Hacker News new | ask | show | jobs
by pkaler 4893 days ago
> His suggestion #3, that the standards should define more of the commonly used behavior and leave less of it undefined, wouldn't even require C programmers to do anything about it themselves.

I've written Windows, Mac, Linux, Xbox, PlayStation, PSP, iOS, and Android code. The memory model is subtly different for each platform. I just don't think you can define certain behaviour and have that work across disparate platforms.

I haven't really written any device drivers or kernel space code but I would imagine it would make the job even more difficult.

4 comments

You underestimate how much undefined behaviour is in typical C programs and how little of it is yet taken advantage of by compilers.

The compilers are now starting to fairly radically rewrite the original code in ways the author would not recognize, simply because of some undefined behaviour exists within the code. You need to be increasingly language lawyerly to avoid the compiler outsmarting you, almost as if it was a hostile opponent.

The read of an uninitialized variable in the article was a good example.

The problem is that programmers have a mental model of how the C they write turns into machine code, and that model is increasingly out of date in the search for more performance. The compiler is becoming less predictable, in precisely the way that we argue against "sufficiently smart compilers" in the past for languages at a higher level than C - that you wouldn't be able to predict when the smart compiler was smart enough to optimize your high-level construct. Now you're increasingly unable to predict what the compiler will turn your code into, unless you have a deeper understanding of the rules.
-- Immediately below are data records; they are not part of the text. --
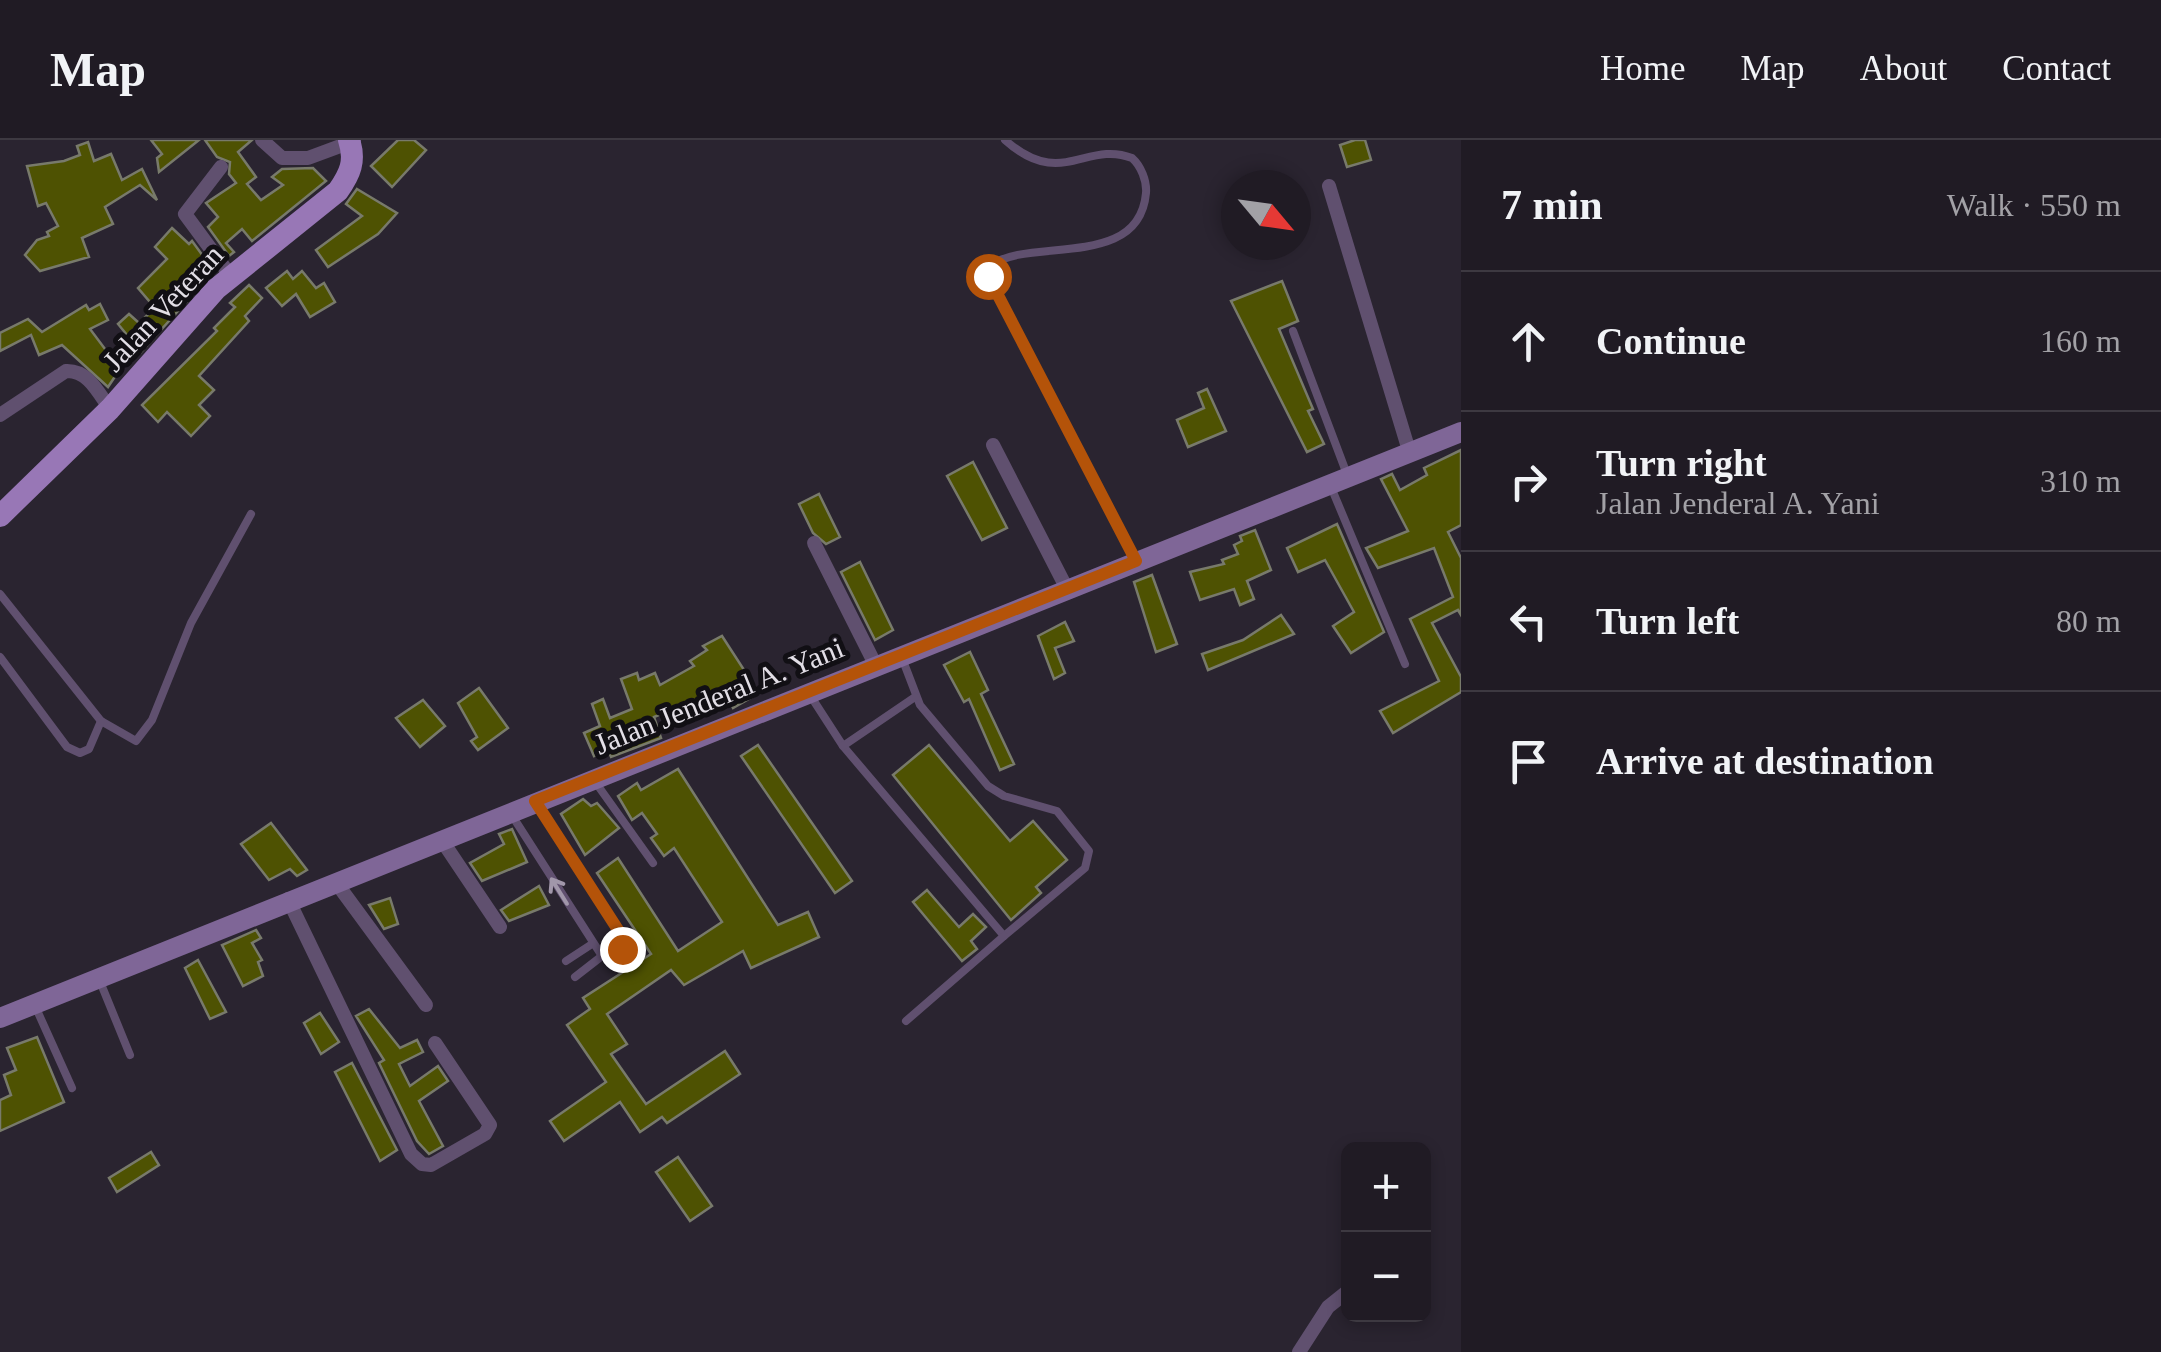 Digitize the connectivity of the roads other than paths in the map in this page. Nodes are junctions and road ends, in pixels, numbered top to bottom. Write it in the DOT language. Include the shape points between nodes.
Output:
graph roads {
  1 [pos="262,140"];
  2 [pos="1006,140"];
  3 [pos="351,141"];
  4 [pos="220,168"];
  5 [pos="1329,186"];
  6 [pos="230,275"];
  7 [pos="1293,331"];
  8 [pos="110,409"];
  9 [pos="0,414"];
  10 [pos="1461,432"];
  11 [pos="993,445"];
  12 [pos="1410,454"];
  13 [pos="1340,483"];
  14 [pos="252,514"];
  15 [pos="0,516"];
  16 [pos="814,544"];
  17 [pos="1136,561"];
  18 [pos="1066,587"];
  19 [pos="0,594"];
  20 [pos="900,654"];
  21 [pos="0,657"];
  22 [pos="875,664"];
  23 [pos="1405,664"];
  24 [pos="807,690"];
  25 [pos="915,697"];
  26 [pos="100,721"];
  27 [pos="844,746"];
  28 [pos="594,779"];
  29 [pos="535,801"];
  30 [pos="509,811"];
  31 [pos="441,839"];
  32 [pos="653,863"];
  33 [pos="336,881"];
  34 [pos="288,900"];
  35 [pos="500,927"];
  36 [pos="1004,936"];
  37 [pos="592,944"];
  38 [pos="602,956"];
  39 [pos="566,961"];
  40 [pos="575,977"];
  41 [pos="99,979"];
  42 [pos="34,1004"];
  43 [pos="426,1005"];
  44 [pos="0,1018"];
  45 [pos="906,1020"];
  46 [pos="435,1042"];
  47 [pos="130,1055"];
  48 [pos="72,1088"];
  49 [pos="1341,1297"];
  50 [pos="1299,1352"];
  1 -- 3 [label="street" via="282,158 308,158"];
  2 -- 17 [label="lane" via="1053,161 1104,144 1137,162 1147,185 1145,206 1111,239 1000,258 988,276"];
  3 -- 6 [label="main road, Jalan Veteran" via="349,176 338,191"];
  4 -- 6 [label="street" via="185,214"];
  5 -- 12 [label="street"];
  6 -- 8 [label="main road, Jalan Veteran"];
  7 -- 13 [label="lane"];
  8 -- 9 [label="street" via="74,370"];
  8 -- 15 [label="main road, Jalan Veteran"];
  10 -- 12 [label="main road, Jalan Jenderal A. Yani"];
  11 -- 18 [label="street"];
  12 -- 13 [label="main road, Jalan Jenderal A. Yani"];
  13 -- 17 [label="main road, Jalan Jenderal A. Yani"];
  13 -- 23 [label="lane"];
  14 -- 26 [label="lane" via="208,589 143,736 133,740"];
  16 -- 22 [label="street"];
  17 -- 18 [label="main road, Jalan Jenderal A. Yani"];
  18 -- 20 [label="main road, Jalan Jenderal A. Yani"];
  19 -- 26 [label="lane"];
  20 -- 22 [label="main road, Jalan Jenderal A. Yani"];
  20 -- 25 [label="lane"];
  21 -- 26 [label="lane" via="67,747 88,750"];
  22 -- 24 [label="main road, Jalan Jenderal A. Yani"];
  24 -- 27 [label="lane"];
  24 -- 28 [label="main road, Jalan Jenderal A. Yani"];
  25 -- 27 [label="lane"];
  25 -- 36 [label="lane" via="988,786 1056,811 1089,851 1085,868"];
  27 -- 36 [label="lane"];
  28 -- 29 [label="main road, Jalan Jenderal A. Yani"];
  28 -- 32 [label="lane"];
  29 -- 30 [label="main road, Jalan Jenderal A. Yani"];
  29 -- 38 [label="lane" via="622,936 616,956"];
  30 -- 31 [label="main road, Jalan Jenderal A. Yani"];
  37 -- 30 [label="lane, one-way"];
  31 -- 33 [label="main road, Jalan Jenderal A. Yani"];
  31 -- 35 [label="street"];
  33 -- 34 [label="main road, Jalan Jenderal A. Yani"];
  33 -- 43 [label="street"];
  34 -- 41 [label="main road, Jalan Jenderal A. Yani"];
  34 -- 46 [label="street" via="411,1154 431,1165 490,1126"];
  36 -- 45 [label="lane"];
  37 -- 38 [label="lane"];
  37 -- 39 [label="lane"];
  38 -- 40 [label="lane"];
  41 -- 42 [label="main road, Jalan Jenderal A. Yani"];
  41 -- 47 [label="lane"];
  42 -- 44 [label="main road, Jalan Jenderal A. Yani"];
  42 -- 48 [label="lane"];
  49 -- 50 [label="street"];
}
The "hostile opponent" analogy is a good one. C was always intended as a kind of higher-level replacement for assembly, so it was reasonable to assume (for instance) that uninitialized integer variables contain some unspecified but definite value, but recently compilers have been deliberately breaking those assumptions just because they can. It's almost reached the point where C isn't useful for its original purpose of systems programming; it's very hard to write threaded code that doesn't rely on undefined behaviour, for instance.
Ostensibly, a platform like Java or Rust is supposed to abstract stuff like the memory model. I haven't written a lot of Java code, especially not Java code that runs on many different native system / VMs, but from my perspective of blissful ignorance, it seems to have done the job?
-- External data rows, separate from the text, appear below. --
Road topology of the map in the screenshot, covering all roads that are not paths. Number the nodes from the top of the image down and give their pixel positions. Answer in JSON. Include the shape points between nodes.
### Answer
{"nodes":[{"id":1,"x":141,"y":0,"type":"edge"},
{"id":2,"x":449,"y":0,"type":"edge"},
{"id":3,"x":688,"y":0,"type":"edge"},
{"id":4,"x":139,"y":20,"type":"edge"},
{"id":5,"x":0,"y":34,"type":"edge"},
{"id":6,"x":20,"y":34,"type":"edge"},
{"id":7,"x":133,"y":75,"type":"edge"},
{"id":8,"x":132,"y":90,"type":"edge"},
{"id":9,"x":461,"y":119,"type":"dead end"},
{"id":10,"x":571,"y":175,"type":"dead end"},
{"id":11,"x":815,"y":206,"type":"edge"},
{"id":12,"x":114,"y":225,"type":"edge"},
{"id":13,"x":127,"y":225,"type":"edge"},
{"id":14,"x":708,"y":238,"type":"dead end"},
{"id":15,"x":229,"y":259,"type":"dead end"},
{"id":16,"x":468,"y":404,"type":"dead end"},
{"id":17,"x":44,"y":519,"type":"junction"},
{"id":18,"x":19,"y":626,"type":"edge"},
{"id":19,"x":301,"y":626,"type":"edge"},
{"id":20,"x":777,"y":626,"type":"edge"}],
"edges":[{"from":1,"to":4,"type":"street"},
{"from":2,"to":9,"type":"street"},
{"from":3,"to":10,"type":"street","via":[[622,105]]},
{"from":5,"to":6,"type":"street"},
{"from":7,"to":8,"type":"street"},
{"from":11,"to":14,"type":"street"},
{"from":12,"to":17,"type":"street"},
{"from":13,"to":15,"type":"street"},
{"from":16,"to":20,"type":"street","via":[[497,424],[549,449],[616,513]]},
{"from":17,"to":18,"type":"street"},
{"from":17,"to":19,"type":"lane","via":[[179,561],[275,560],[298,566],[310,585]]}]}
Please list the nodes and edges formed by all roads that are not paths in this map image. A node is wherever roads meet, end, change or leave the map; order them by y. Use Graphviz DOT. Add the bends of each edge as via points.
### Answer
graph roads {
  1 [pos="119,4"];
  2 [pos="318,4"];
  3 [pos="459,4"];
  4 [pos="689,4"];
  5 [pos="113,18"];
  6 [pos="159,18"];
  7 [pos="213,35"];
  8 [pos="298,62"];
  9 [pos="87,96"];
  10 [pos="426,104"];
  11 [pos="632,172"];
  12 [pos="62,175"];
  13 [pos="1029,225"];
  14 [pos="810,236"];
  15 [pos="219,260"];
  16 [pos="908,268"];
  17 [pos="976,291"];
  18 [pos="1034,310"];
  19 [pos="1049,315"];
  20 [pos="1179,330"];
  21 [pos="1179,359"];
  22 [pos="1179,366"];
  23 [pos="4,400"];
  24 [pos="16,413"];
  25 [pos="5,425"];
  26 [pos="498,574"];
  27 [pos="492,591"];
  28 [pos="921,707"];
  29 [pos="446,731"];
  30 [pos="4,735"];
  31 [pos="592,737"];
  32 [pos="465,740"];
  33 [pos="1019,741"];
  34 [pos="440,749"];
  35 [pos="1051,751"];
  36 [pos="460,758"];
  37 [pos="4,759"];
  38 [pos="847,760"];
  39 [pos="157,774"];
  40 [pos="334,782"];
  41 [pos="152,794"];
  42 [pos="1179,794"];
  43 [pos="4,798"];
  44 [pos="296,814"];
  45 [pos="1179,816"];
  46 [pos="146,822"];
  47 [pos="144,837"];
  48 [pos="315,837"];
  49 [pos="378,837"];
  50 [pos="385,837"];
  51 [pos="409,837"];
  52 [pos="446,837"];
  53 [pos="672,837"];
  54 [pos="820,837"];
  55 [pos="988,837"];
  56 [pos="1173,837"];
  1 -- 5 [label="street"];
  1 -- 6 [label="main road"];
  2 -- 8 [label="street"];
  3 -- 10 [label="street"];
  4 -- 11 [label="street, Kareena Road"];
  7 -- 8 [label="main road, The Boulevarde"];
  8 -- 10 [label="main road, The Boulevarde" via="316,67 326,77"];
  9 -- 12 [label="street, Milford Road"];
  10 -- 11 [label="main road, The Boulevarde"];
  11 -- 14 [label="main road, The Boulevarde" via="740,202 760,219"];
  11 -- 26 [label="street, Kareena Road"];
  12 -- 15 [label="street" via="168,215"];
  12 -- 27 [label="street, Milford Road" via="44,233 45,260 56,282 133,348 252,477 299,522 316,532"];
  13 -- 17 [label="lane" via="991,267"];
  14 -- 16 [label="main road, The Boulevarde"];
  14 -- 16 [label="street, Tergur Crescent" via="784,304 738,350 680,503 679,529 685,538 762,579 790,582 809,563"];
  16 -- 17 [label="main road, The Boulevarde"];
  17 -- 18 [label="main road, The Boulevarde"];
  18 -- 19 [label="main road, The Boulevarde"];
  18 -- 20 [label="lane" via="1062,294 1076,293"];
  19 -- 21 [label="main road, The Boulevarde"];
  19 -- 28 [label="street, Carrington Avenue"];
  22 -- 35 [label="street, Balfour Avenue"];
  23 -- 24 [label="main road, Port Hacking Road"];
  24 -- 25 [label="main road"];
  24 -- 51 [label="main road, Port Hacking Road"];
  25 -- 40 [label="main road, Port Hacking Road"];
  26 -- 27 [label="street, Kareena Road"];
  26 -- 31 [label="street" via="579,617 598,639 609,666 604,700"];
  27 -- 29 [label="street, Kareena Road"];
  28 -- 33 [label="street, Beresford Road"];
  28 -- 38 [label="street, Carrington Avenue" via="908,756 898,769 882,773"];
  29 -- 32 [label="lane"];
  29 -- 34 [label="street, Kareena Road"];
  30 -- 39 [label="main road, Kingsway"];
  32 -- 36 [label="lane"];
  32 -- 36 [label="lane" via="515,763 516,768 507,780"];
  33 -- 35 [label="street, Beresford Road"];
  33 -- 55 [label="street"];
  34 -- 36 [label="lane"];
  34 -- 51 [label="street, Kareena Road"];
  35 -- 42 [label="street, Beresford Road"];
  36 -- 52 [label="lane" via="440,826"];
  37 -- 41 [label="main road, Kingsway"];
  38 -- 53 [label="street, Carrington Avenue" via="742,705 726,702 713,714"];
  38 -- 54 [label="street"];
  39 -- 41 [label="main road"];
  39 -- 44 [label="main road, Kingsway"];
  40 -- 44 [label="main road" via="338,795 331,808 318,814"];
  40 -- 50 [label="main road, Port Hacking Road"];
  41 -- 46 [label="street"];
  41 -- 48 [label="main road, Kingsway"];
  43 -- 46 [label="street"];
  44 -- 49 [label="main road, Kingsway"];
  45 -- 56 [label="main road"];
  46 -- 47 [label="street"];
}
Same with other high-level VM based languages like Python...

For most programs, yes they have done their job. However, in certaint categories of applications (for example, server software) it's somewhat of a leaky abstraction. Garbage collector sweeps, circular references, etc are all pains which force you to be aware of how the vm is managing your memory.

For an impression, see this excellent blog series on how a certain garbage collector sweep issue was solved: http://blog.cloudera.com/blog/2011/02/avoiding-full-gcs-in-h...

It works, but to get C to expose the same memory model on different platforms you would have to compromise the performance and close-to-the-hardware nature that are the only reason to use C nowadays.
And of course, there's not a lot of warranty your JVM/Python/Ruby/Other VM doesn't suffer from any of the quoted C/C++ issues
Python is not future proof.

There are undefined sequences even in Python, where Jython and CPython output different programs.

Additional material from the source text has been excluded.